Antalya’daki cinayete dehşet tezler: Beni 5 kocaya verdiler

Samuag

New member
Antalya’nın Serik ilçesindeki cinayet ait yargılama başladı. Davada şahitlerin sözleriyle dehşete düşürdü.

Geçtimiz yıl 17 Aralık’ta Yılmaz Naryaprağı, eski eşi Gülbahar Güzeloğlu’nun yaşadığı konutu bastı. Gülbahar Güzeloğlu’nun bir arada yaşadığı Remzi Kerpiç’i tabancayla vurup öldüren Yılmaz Naryaprağı, eski eşi ve oğlu Furkan’ı ise yaraladı.

Olayın akabinde kaçan Yılmaz Naryaprağı, Denizli’de yakalandı. Serik’e getirilen Yılmaz Naryaprağı tutuklanırken, olay sırasında yanında bulunduğu ve kendisine yardım ettiği öne sürülen oğlu Ramazan Naryaprağı ise isimli denetimle hür kaldı.

AĞIRLAŞTIRILMIŞ ÖMÜR UZUNLUĞU MAHPUS İSTEMİ

Hazırlanan iddianamede, Yılmaz Naryaprağı’nın Serik’i ve eski eşinin kaldığı meskeni bilmediği belirtilerek, aksiyonun tasarlayarak gerçekleştirilmiş olduğuna dikkat çekildi. İddianamede, Yılmaz Naryaprağı ile oğlu Ramazan’ın sözlerinin çeliştiği vurgulandı.

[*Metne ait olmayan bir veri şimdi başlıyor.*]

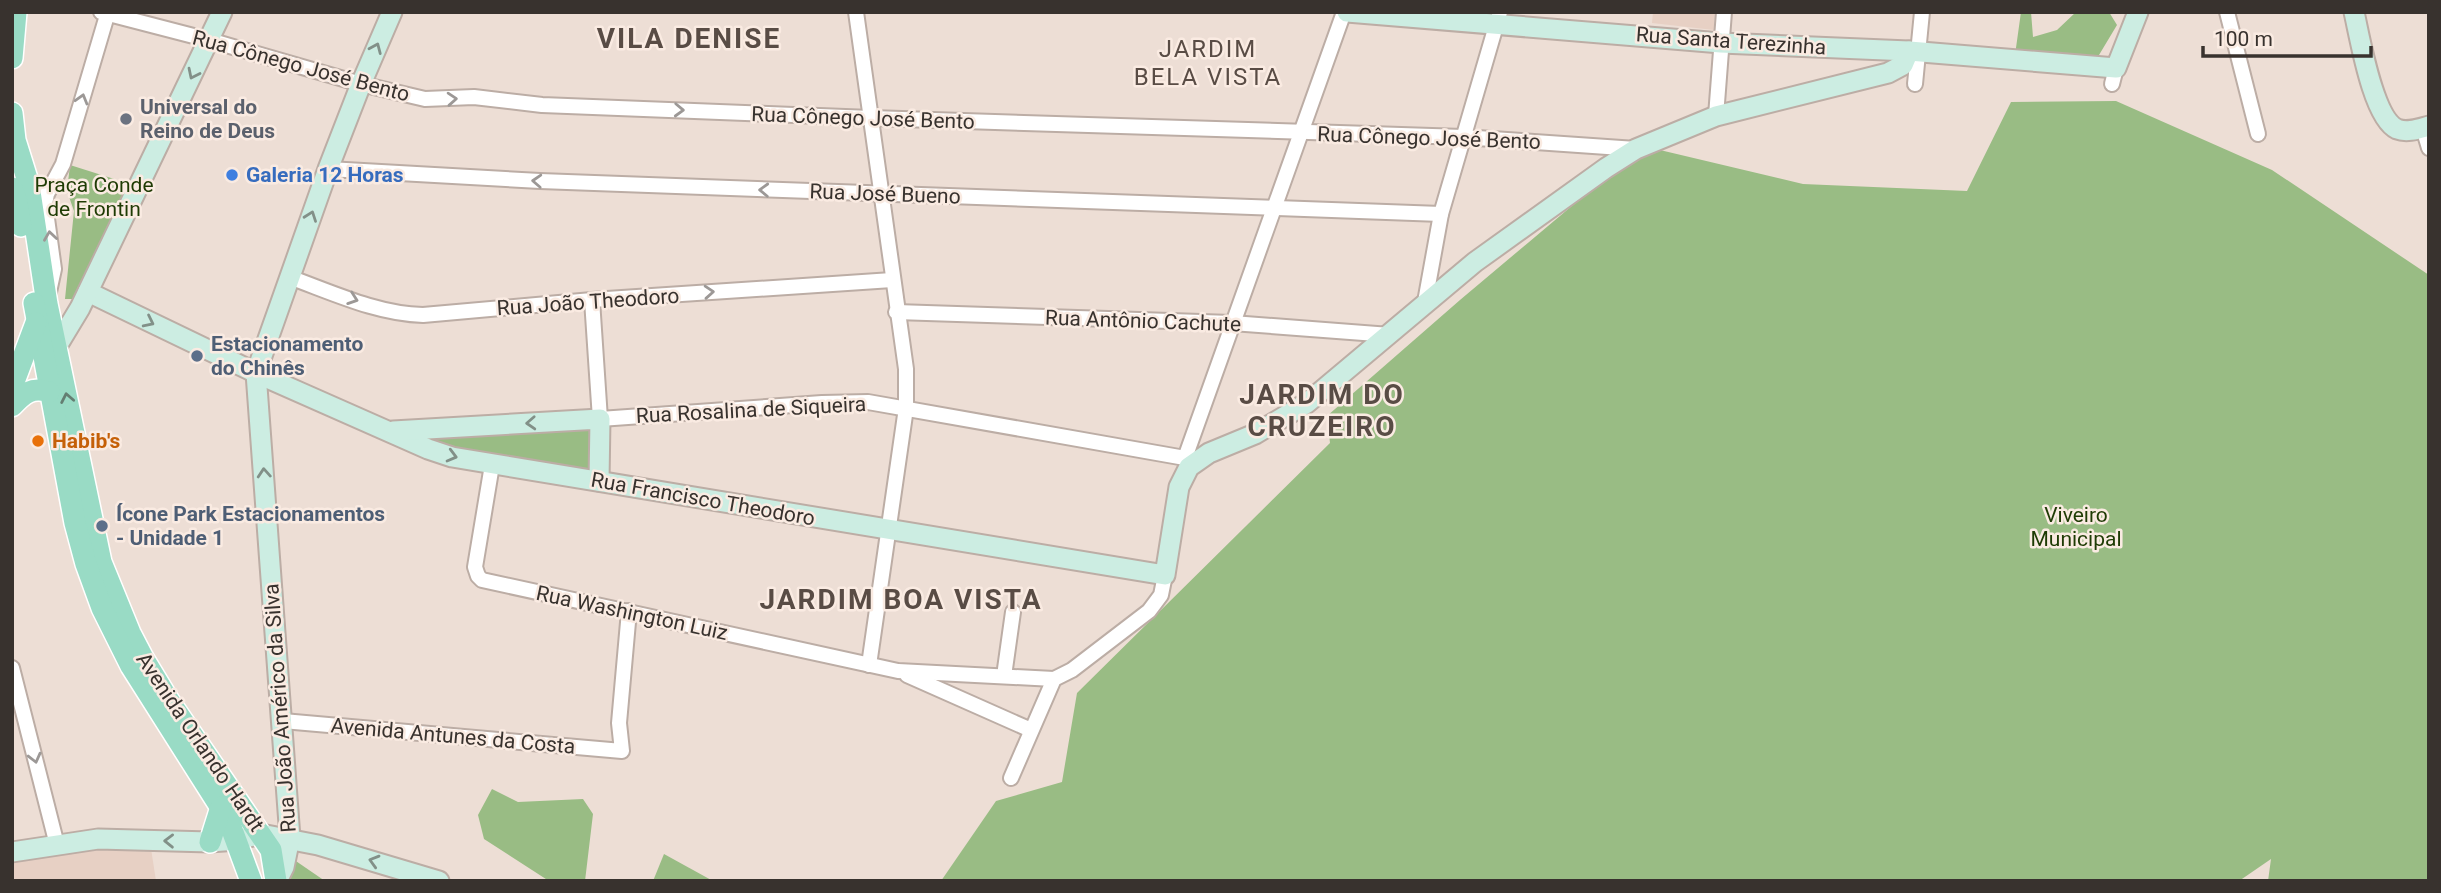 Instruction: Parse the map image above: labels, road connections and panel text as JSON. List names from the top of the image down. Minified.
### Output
{"streets":{"main road":["Avenida Orlando Hardt"],"street":["Rua Santa Terezinha","Rua Cônego José Bento","Rua José Bueno","Rua João Theodoro","Rua Antônio Cachute","Rua Rosalina de Siqueira","Rua Francisco Theodoro","Rua Washington Luiz","Rua João Américo da Silva","Avenida Antunes da Costa"]},"crossings":[["Rua Cônego José Bento","Rua João Américo da Silva"],["Rua José Bueno","Rua João Américo da Silva"],["Rua João Theodoro","Rua João Américo da Silva"],["Rua Rosalina de Siqueira","Rua Francisco Theodoro"],["Rua Francisco Theodoro","Rua Washington Luiz"],["Rua Francisco Theodoro","Rua João Américo da Silva"],["Rua Washington Luiz","Avenida Antunes da Costa"],["Rua João Américo da Silva","Avenida Antunes da Costa"],["Rua João Américo da Silva","Avenida Orlando Hardt"]],"one_way":["Rua José Bueno","Rua João Theodoro","Rua João Américo da Silva"],"districts":["VILA DENISE","JARDIM BELA VISTA","JARDIM DO CRUZEIRO","JARDIM BOA VISTA"],"parks":["Praça Conde de Frontin","Viveiro Municipal"],"places":["Universal do Reino de Deus","Galeria 12 Horas","Estacionamento do Chinês","Habib's","Ícone Park Estacionamentos - Unidade 1"],"scale_bar":"100 m"} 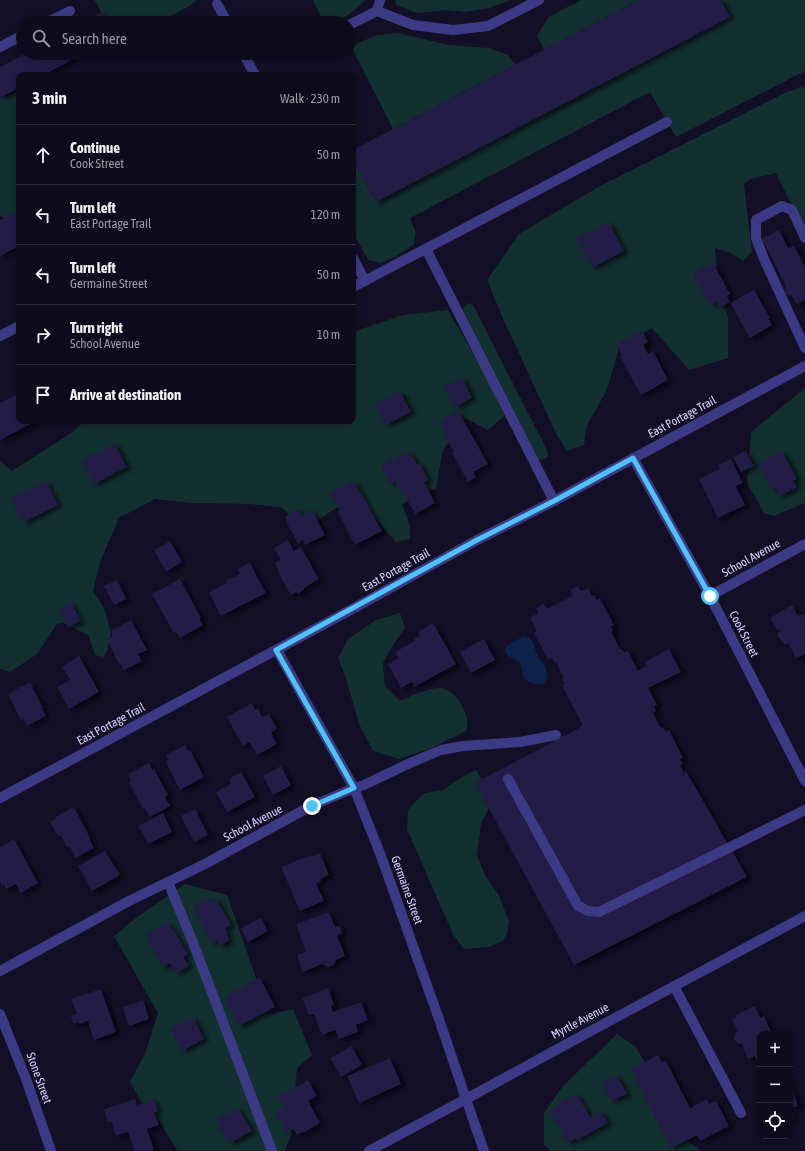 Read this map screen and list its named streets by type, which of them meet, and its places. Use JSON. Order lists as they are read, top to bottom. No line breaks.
{"streets":{"street":["East Portage Trail","School Avenue","Cook Street","Germaine Street","Myrtle Avenue","Stone Street"]},"crossings":[["East Portage Trail","Cook Street"],["East Portage Trail","Germaine Street"],["School Avenue","Cook Street"],["School Avenue","Germaine Street"],["Germaine Street","Myrtle Avenue"]],"page":{"search":"Search here","heading":["3 min","Walk · 230 m"],"list":[["Continue","Cook Street","50 m"],["Turn left","East Portage Trail","120 m"],["Turn left","Germaine Street","50 m"],["Turn right","School Avenue","10 m"],"Arrive at destination"],"map_buttons":["+","−"]}} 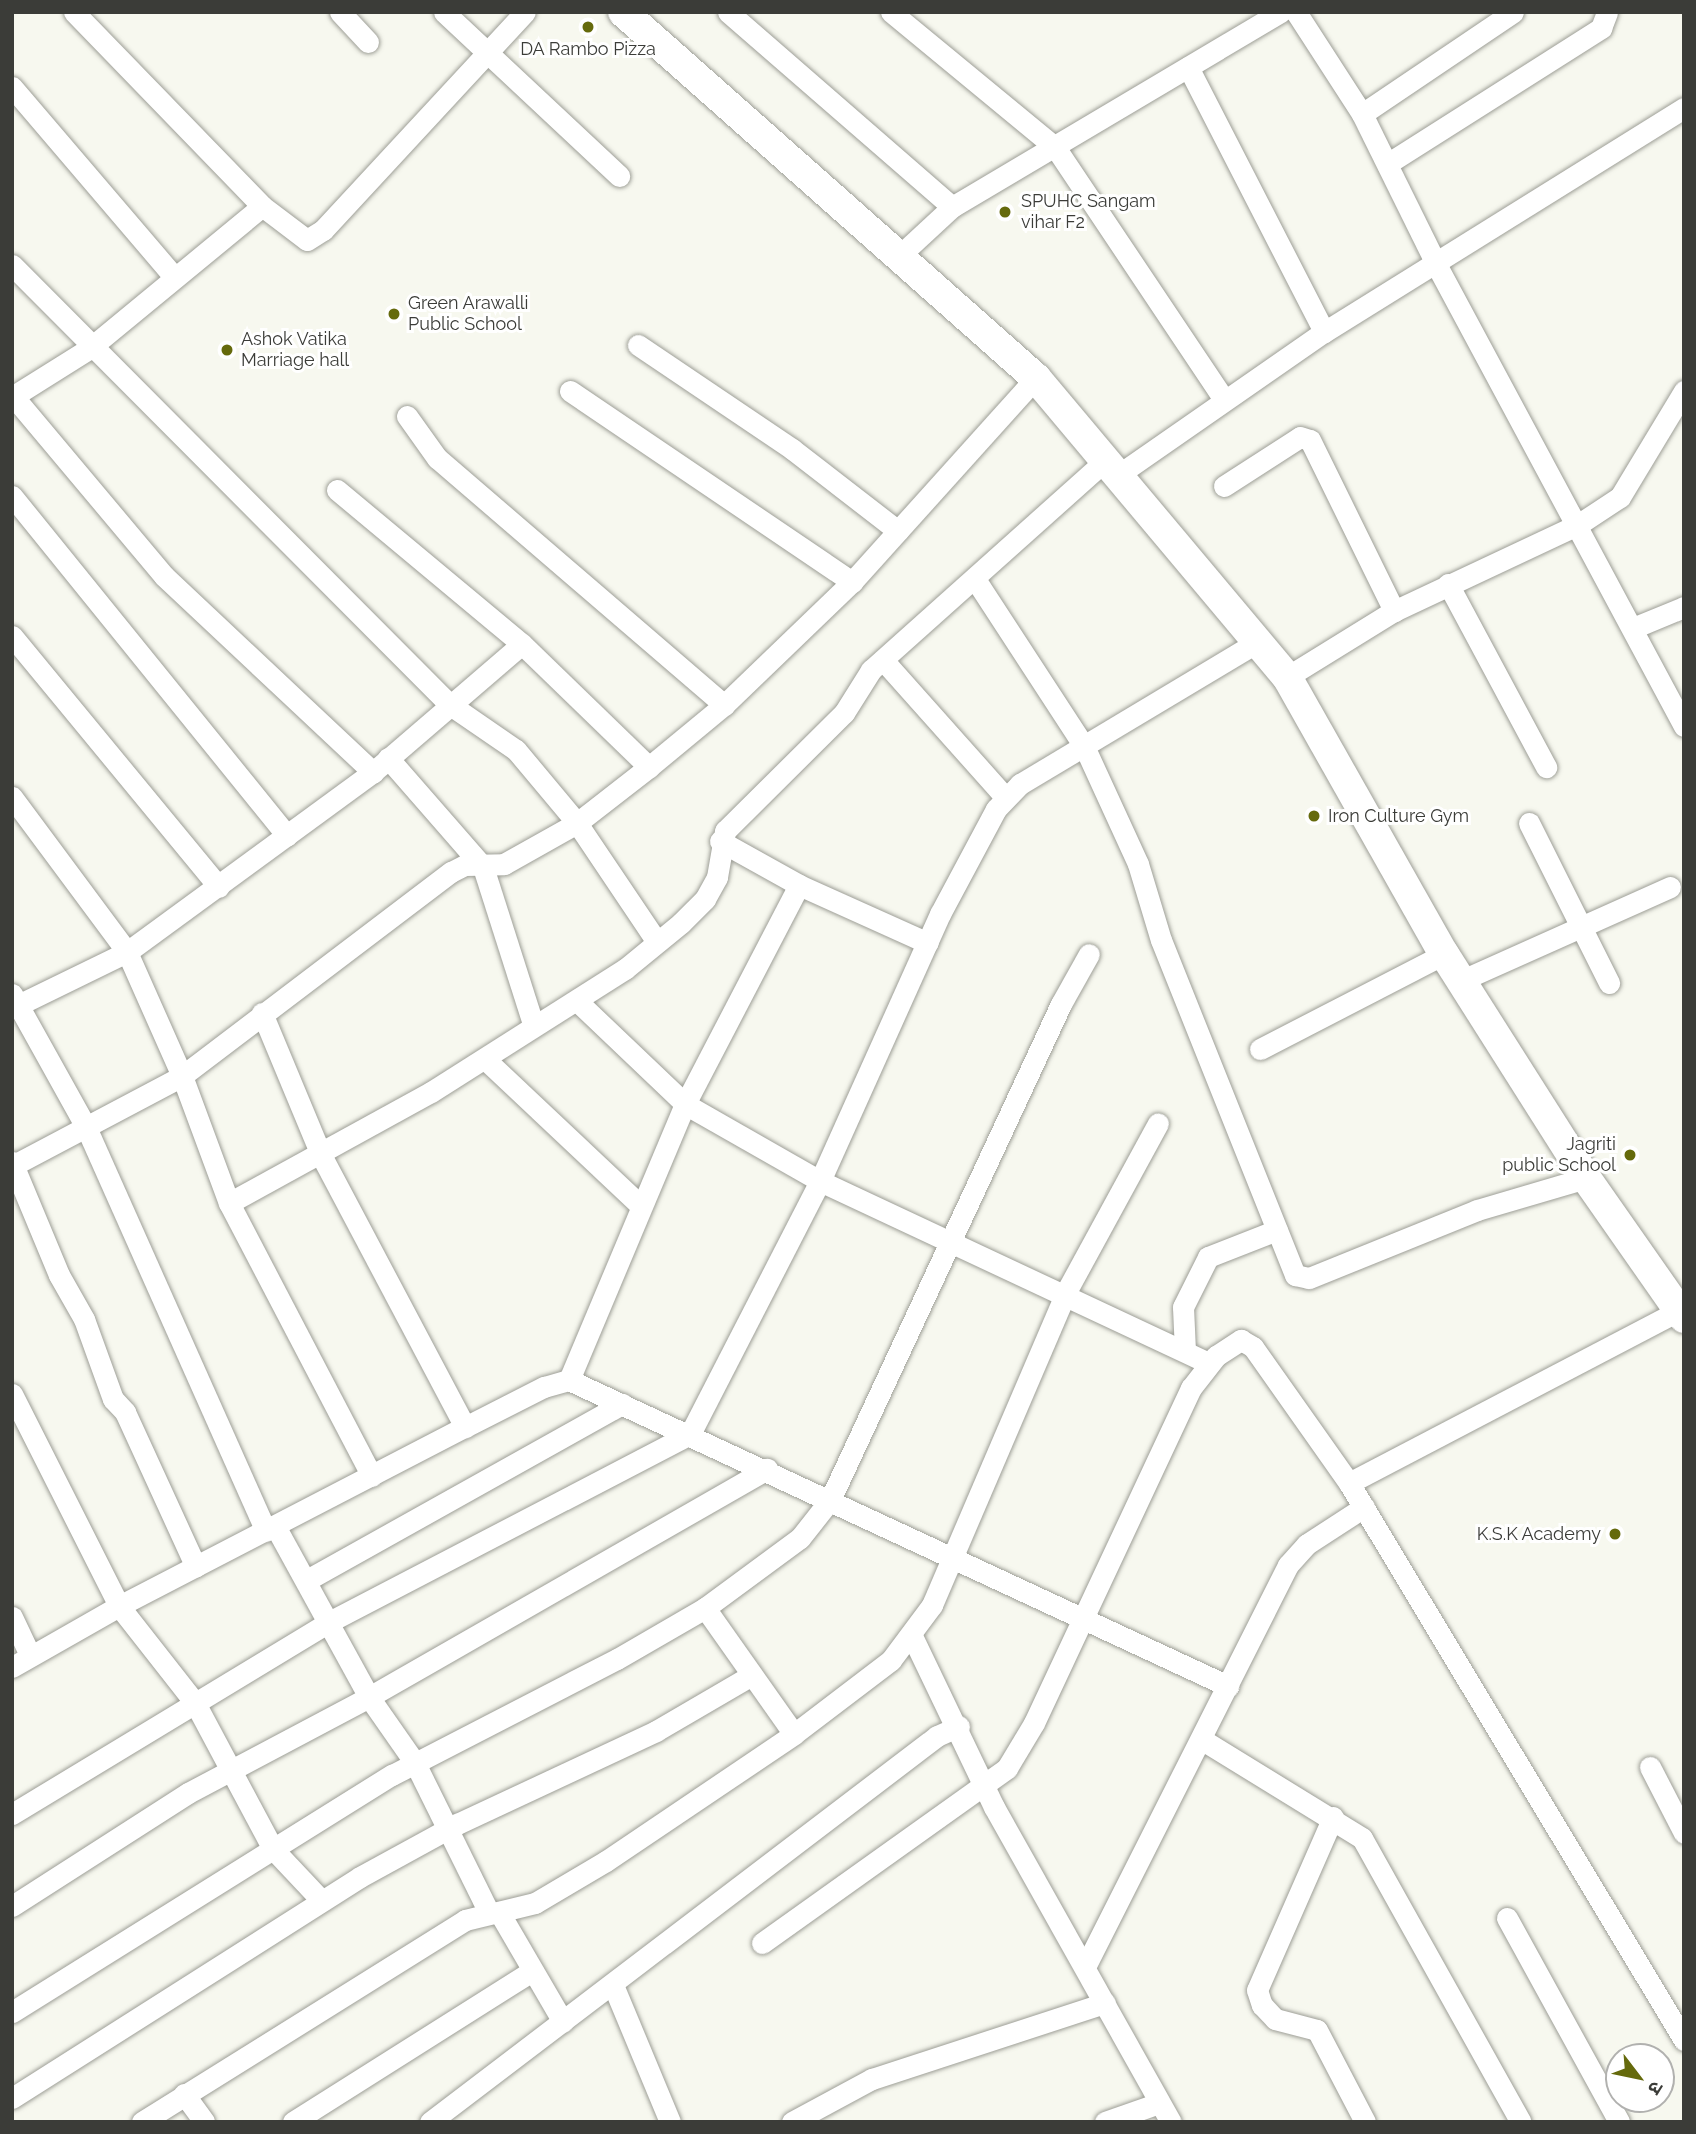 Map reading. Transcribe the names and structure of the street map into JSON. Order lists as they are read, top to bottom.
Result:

Ramazan Naryaprağı’nın babasına yardımda bulunduğu belirtilen iddianamede, her iki şüphelinin de ‘tasarlayarak taammüden öldürmek’ cürmünden ağırlaştırılmış ömür uzunluğu mahpusla cezalandırılması istendi. Soruşturma sırasında eski eşi ve ailesinin kendisini mevtle tehdit ettiği savı üzerine Gülbahar Güzeloğlu muhafaza altına alınarak adresi değiştirildi. İddianame 2’nci Ağır Ceza Mahkemesi tarafınca kabul edildi.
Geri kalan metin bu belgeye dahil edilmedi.